BismiLlahi-Rahmani-Rahîm, wa salâtou wa salâm 3ala achraf al moursalîne.
Les savants quand on leur pose une question pareille et qu’ils répondent, ils font toujours la différence entre celui qui est proche des savants et celui qui est loin des savants.
Ils disent que celui qui est près et proche des savants, et dans sa ville il y a des savants, et dans son pays il y a des savants, et il n’a pas voulu faire d’efforts pour poser la question et pour les contacter etc… Ils ont dit non il n’est pas excusé.

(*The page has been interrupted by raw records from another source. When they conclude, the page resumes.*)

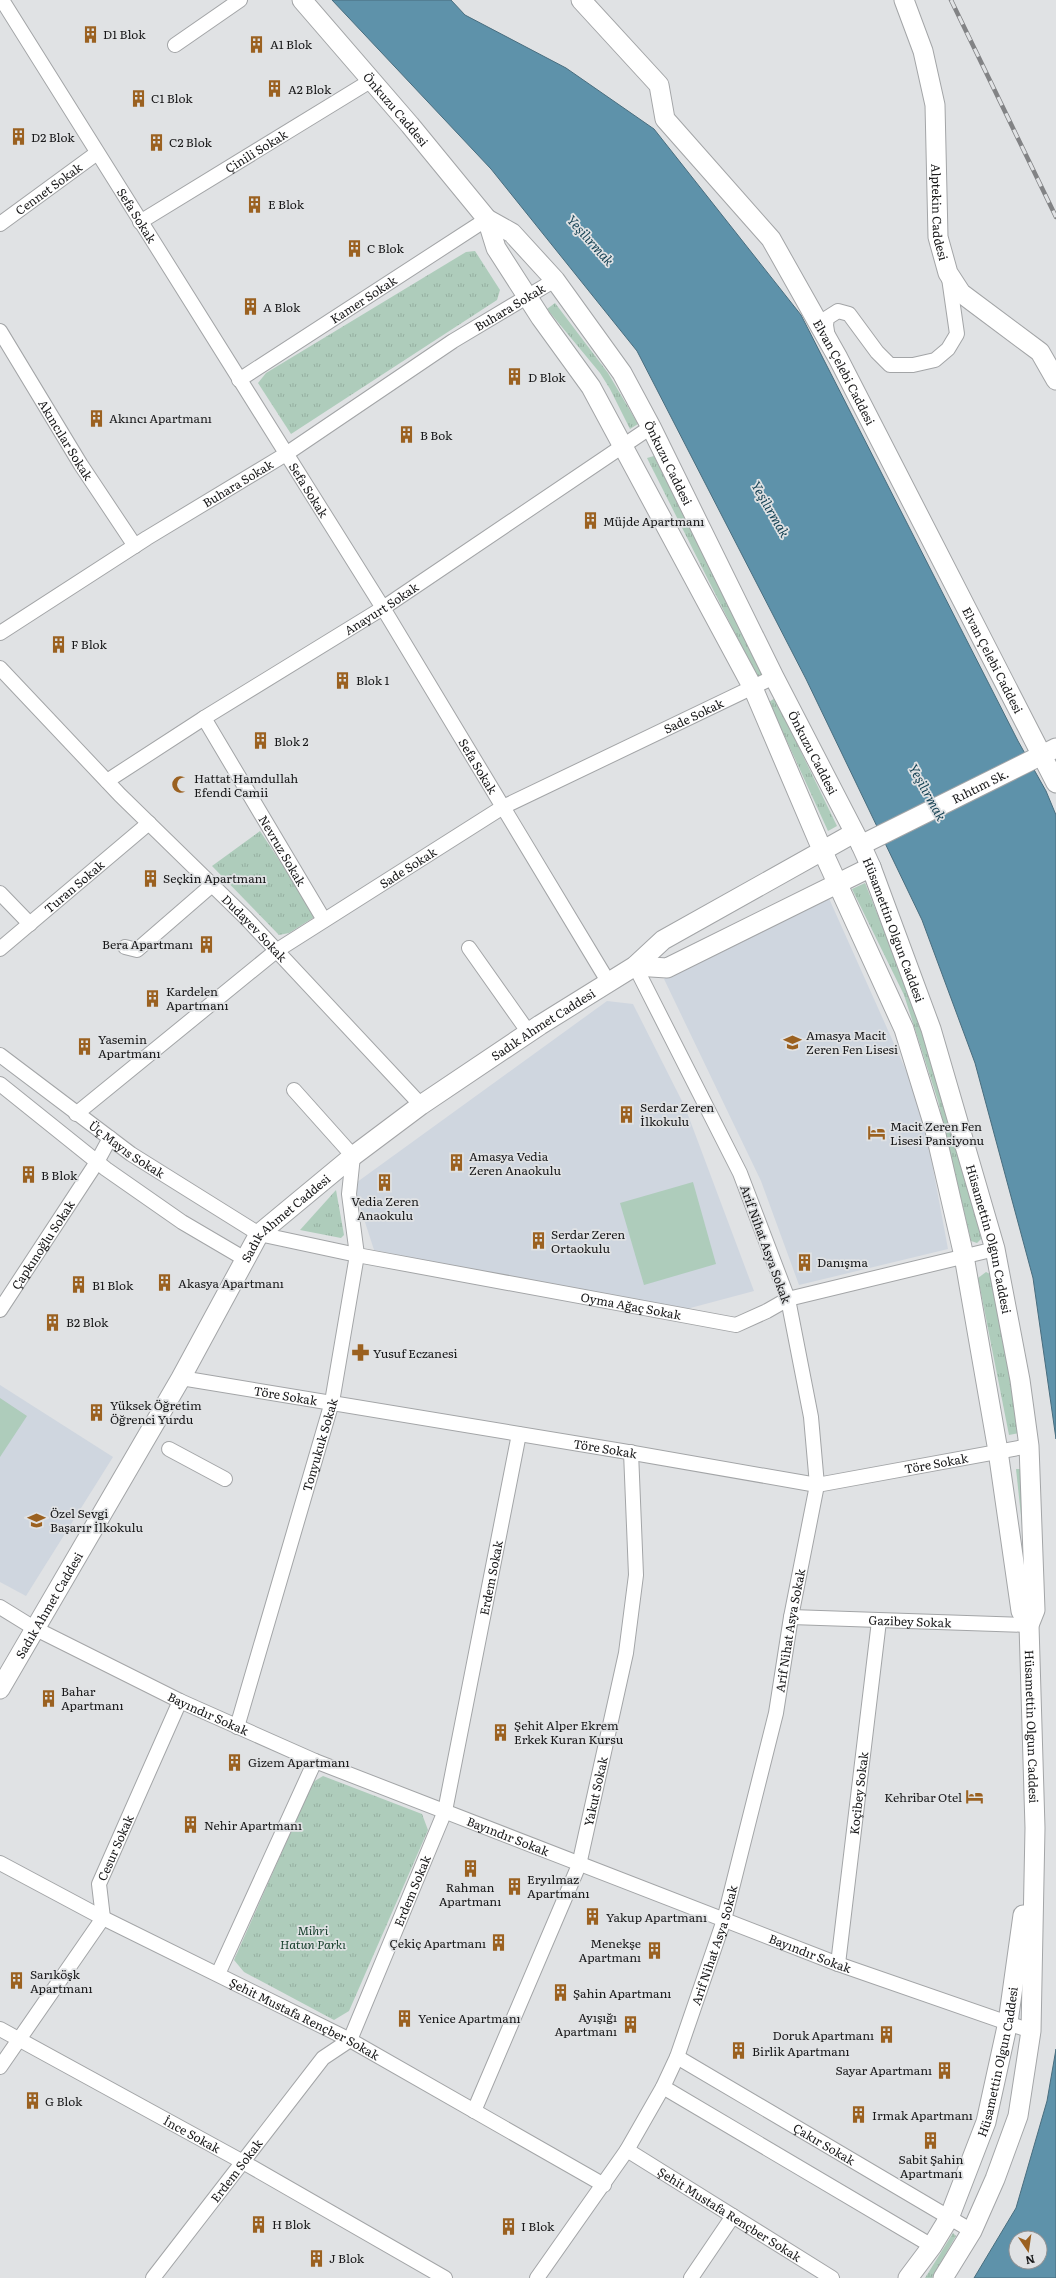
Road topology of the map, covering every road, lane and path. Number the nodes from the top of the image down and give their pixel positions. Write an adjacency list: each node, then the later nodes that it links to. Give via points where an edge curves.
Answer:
1 (2, 0): 8 (street, Sefa Sokak)
2 (240, 0): 6 (street)
3 (302, 0): 7 (street, Önkuzu Caddesi)
4 (581, 0): 16 (street, Elvan Çelebi Caddesi, via 659,85 665,119 771,239)
5 (904, 0): 12 (street, Alptekin Caddesi, via 923,51 935,105 938,237)
6 (175, 45)
7 (372, 80): 9 (street, Önkuzu Caddesi); 10 (street, Çinili Sokak)
8 (97, 153): 10 (street, Sefa Sokak); 11 (street, Cennet Sokak)
9 (487, 219): 13 (street, Önkuzu Caddesi, via 512,233); 14 (street, Önkuzu Caddesi, via 496,248); 17 (street, Kamer Sokak)
10 (140, 222): 17 (street, Sefa Sokak)
11 (0, 224)
12 (948, 273): 16 (street, via 957,334 948,349 935,360 913,365 890,365 849,314 838,311 827,318); 18 (street, Alptekin Caddesi, via 961,293 1040,352)
13 (555, 280): 14 (street, Buhara Sokak); 19 (street, Önkuzu Caddesi, via 622,373)
14 (527, 297): 20 (street, Önkuzu Caddesi, via 591,388); 21 (street, Buhara Sokak, via 453,341)
15 (0, 331): 22 (street, Akıncılar Sokak, via 81,465)
16 (828, 340): 29 (street, Elvan Çelebi Caddesi)
17 (239, 380): 21 (street, Sefa Sokak)
18 (1056, 380)
19 (651, 427): 20 (street, Anayurt Sokak); 26 (street, Önkuzu Caddesi)
20 (622, 446): 23 (street, Anayurt Sokak); 27 (street, Önkuzu Caddesi)
21 (286, 454): 22 (street, Buhara Sokak); 23 (street, Sefa Sokak)
22 (135, 546): 24 (street, Buhara Sokak)
23 (383, 608): 28 (street, Anayurt Sokak); 32 (street, Sefa Sokak)
24 (0, 632)
25 (0, 668): 30 (street, Dudayev Sokak)
26 (774, 678): 27 (street, Sade Sokak); 34 (street, Önkuzu Caddesi)
27 (753, 688): 32 (street, Sade Sokak); 35 (street, Önkuzu Caddesi)
28 (204, 718): 30 (street, Anayurt Sokak); 40 (street, Nevruz Sokak)
29 (1049, 751): 31 (street, Elvan Çelebi Caddesi); 34 (street, Rıhtım Sk.)
30 (107, 782): 33 (street, Dudayev Sokak)
31 (1056, 783)
32 (503, 807): 40 (street, Sade Sokak); 47 (street, Sefa Sokak)
33 (149, 823): 38 (street, Dudayev Sokak); 41 (street, Turan Sokak)
34 (858, 839): 35 (street, Sadık Ahmet Caddesi); 36 (street, Hüsamettin Olgun Caddesi)
35 (823, 852): 37 (street, Hüsamettin Olgun Caddesi); 46 (street, Sadık Ahmet Caddesi, via 663,940)
36 (871, 867): 37 (street); 58 (street, Hüsamettin Olgun Caddesi, via 931,1028)
37 (837, 884): 46 (street, via 667,968); 60 (street, Hüsamettin Olgun Caddesi, via 904,1029 934,1126)
38 (212, 885): 42 (street, via 137,950); 45 (street, Dudayev Sokak)
39 (0, 893): 41 (street)
40 (324, 920): 45 (street, Sade Sokak)
41 (30, 924): 44 (street, Turan Sokak)
42 (125, 947)
43 (469, 948): 48 (street)
44 (0, 949)
45 (276, 951): 52 (street, Dudayev Sokak); 53 (street, Sade Sokak)
46 (635, 966): 47 (street, Sadık Ahmet Caddesi); 62 (street, Arif Nihat Asya Sokak, via 740,1173)
47 (609, 983): 48 (street, Sadık Ahmet Caddesi)
48 (529, 1033): 52 (street, Sadık Ahmet Caddesi)
49 (0, 1055): 53 (street, Üç Mayıs Sokak)
50 (0, 1084): 56 (street, Üç Mayıs Sokak)
51 (294, 1090): 55 (street)
52 (421, 1105): 55 (street, Sadık Ahmet Caddesi)
53 (76, 1114): 54 (street, Üç Mayıs Sokak)
54 (110, 1138): 56 (street, Çapkınoğlu Sokak); 57 (street, Üç Mayıs Sokak)
55 (352, 1156): 57 (street, Sadık Ahmet Caddesi); 59 (street, Tonyukuk Sokak, via 349,1194)
56 (97, 1162): 61 (street, Üç Mayıs Sokak, via 182,1222); 63 (street, Çapkınoğlu Sokak)
57 (260, 1234): 59 (street, Oyma Ağaç Sokak); 61 (street, Sadık Ahmet Caddesi)
58 (995, 1249): 60 (street, Oyma Ağaç Sokak); 68 (street, Hüsamettin Olgun Caddesi, via 1020,1380)
59 (357, 1255): 62 (street, Oyma Ağaç Sokak, via 736,1325); 65 (street, Tonyukuk Sokak)
60 (964, 1256): 62 (street, Oyma Ağaç Sokak); 69 (street, Hüsamettin Olgun Caddesi)
61 (245, 1259): 64 (street, Sadık Ahmet Caddesi)
62 (788, 1298): 72 (street, Arif Nihat Asya Sokak, via 811,1417)
63 (0, 1310)
64 (181, 1378): 65 (street, Töre Sokak); 67 (street, Sadık Ahmet Caddesi)
65 (332, 1402): 66 (street, Töre Sokak); 80 (street, Tonyukuk Sokak)
66 (519, 1434): 70 (street, Töre Sokak); 82 (street, Erdem Sokak)
67 (146, 1436): 71 (street); 77 (street, Sadık Ahmet Caddesi)
68 (1029, 1446): 69 (street, Töre Sokak); 76 (street, Hüsamettin Olgun Caddesi, via 1035,1610)
69 (998, 1451): 72 (street, Töre Sokak); 76 (street, Hüsamettin Olgun Caddesi, via 1021,1611)
70 (630, 1452): 72 (street, Töre Sokak); 85 (street, Yakut Sokak, via 636,1574 627,1645)
71 (225, 1479)
72 (817, 1485): 74 (street, Arif Nihat Asya Sokak)
73 (0, 1607): 77 (street, Bayındır Sokak)
74 (791, 1617): 75 (street, Gazibey Sokak); 87 (street, Arif Nihat Asya Sokak, via 776,1713)
75 (879, 1621): 76 (street, Gazibey Sokak); 88 (street, Koçibey Sokak)
76 (1029, 1625): 83 (street, Hüsamettin Olgun Caddesi)
77 (34, 1628): 78 (street, Sadık Ahmet Caddesi); 79 (street, Bayındır Sokak)
78 (0, 1689)
79 (180, 1701): 80 (street, Bayındır Sokak); 86 (street, Cesur Sokak, via 99,1884)
80 (237, 1727): 81 (street, Bayındır Sokak)
81 (315, 1761): 82 (street, Bayındır Sokak); 89 (street)
82 (445, 1811): 85 (street, Bayındır Sokak); 94 (street, Erdem Sokak)
83 (1035, 1828): 90 (street, Hüsamettin Olgun Caddesi); 92 (street, Hüsamettin Olgun Caddesi)
84 (0, 1863): 86 (street, Şehit Mustafa Rençber Sokak)
85 (579, 1865): 87 (street, Bayındır Sokak); 98 (street, Yakut Sokak)
86 (103, 1918): 89 (street, Şehit Mustafa Rençber Sokak); 93 (street)
87 (724, 1920): 88 (street, Bayındır Sokak); 95 (street, Arif Nihat Asya Sokak)
88 (838, 1964): 90 (street, Bayındır Sokak)
89 (218, 1974): 94 (street, Şehit Mustafa Rençber Sokak)
90 (1008, 2022): 92 (street, Bayındır Sokak); 103 (street, Hüsamettin Olgun Caddesi, via 986,2122)
91 (0, 2029): 93 (street, İnce Sokak)
92 (1031, 2031): 104 (street, Hüsamettin Olgun Caddesi, via 1018,2116 995,2179)
93 (18, 2040): 96 (street); 100 (street, İnce Sokak)
94 (350, 2040): 98 (street, Şehit Mustafa Rençber Sokak); 100 (street, Erdem Sokak, via 323,2058)
95 (677, 2057): 97 (street, Arif Nihat Asya Sokak); 103 (street, Çakır Sokak)
96 (0, 2067)
97 (663, 2087): 99 (street, Arif Nihat Asya Sokak); 105 (street)
98 (474, 2111): 101 (street, Şehit Mustafa Rençber Sokak)
99 (627, 2150): 101 (street, Arif Nihat Asya Sokak); 102 (street, Şehit Mustafa Rençber Sokak)
100 (243, 2162): 106 (street, Erdem Sokak); 107 (street, İnce Sokak)
101 (604, 2184): 108 (street, Arif Nihat Asya Sokak)
102 (733, 2216): 109 (street); 110 (street, Şehit Mustafa Rençber Sokak)
103 (949, 2218): 104 (street, Çakır Sokak); 105 (street, Hüsamettin Olgun Caddesi)
104 (972, 2231): 112 (street, Hüsamettin Olgun Caddesi)
105 (932, 2246): 111 (street, Hüsamettin Olgun Caddesi)
106 (154, 2278)
107 (445, 2278)
108 (537, 2278)
109 (691, 2278)
110 (832, 2278)
111 (908, 2278)
112 (942, 2278)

Mais s’il y a l’une des deux choses :
– Ou bien s’il est loin des savants et il n’y a pas de savants proches de lui, de façon que, s’il y avait des savants, il les aurait contactés.
– Deuxième des choses, peut-être que cette chose ne lui est jamais venue à l’esprit et qu’il croyait que c’était normal, peut-être même qu’il a entendu les savants là où il habite, les gens de science ou l’imam dire que ça se fait, que ce n’est pas un péché.
Celui-là il a un ta’wil -une interprétation- il croit qu’il est sur le vrai chemin et qu’il est en train d’adorer Allah. Les savants ont dit si c’est comme ça il est excusé. Surtout si cette chose ne lui est jamais passée par l’esprit (de poser la question) car il croit qu’il est sur le droit chemin. S’il est comme ça il est sous al machi’a d’Allah -sous la volonté d’Allah-. C’est Allah تعالى qui décidera Yawm Al Qiyamah et Il verra quel est le statut qu’il mérite bi-idhni-Llâhi تعالى. Mais jamais Allah سبحانه وتعالى ne fait une injustice, ne fait rentrer quelqu’un en enfer ou ne le prive du paradis s’il ne savait pas ou n’avait pas où poser la question.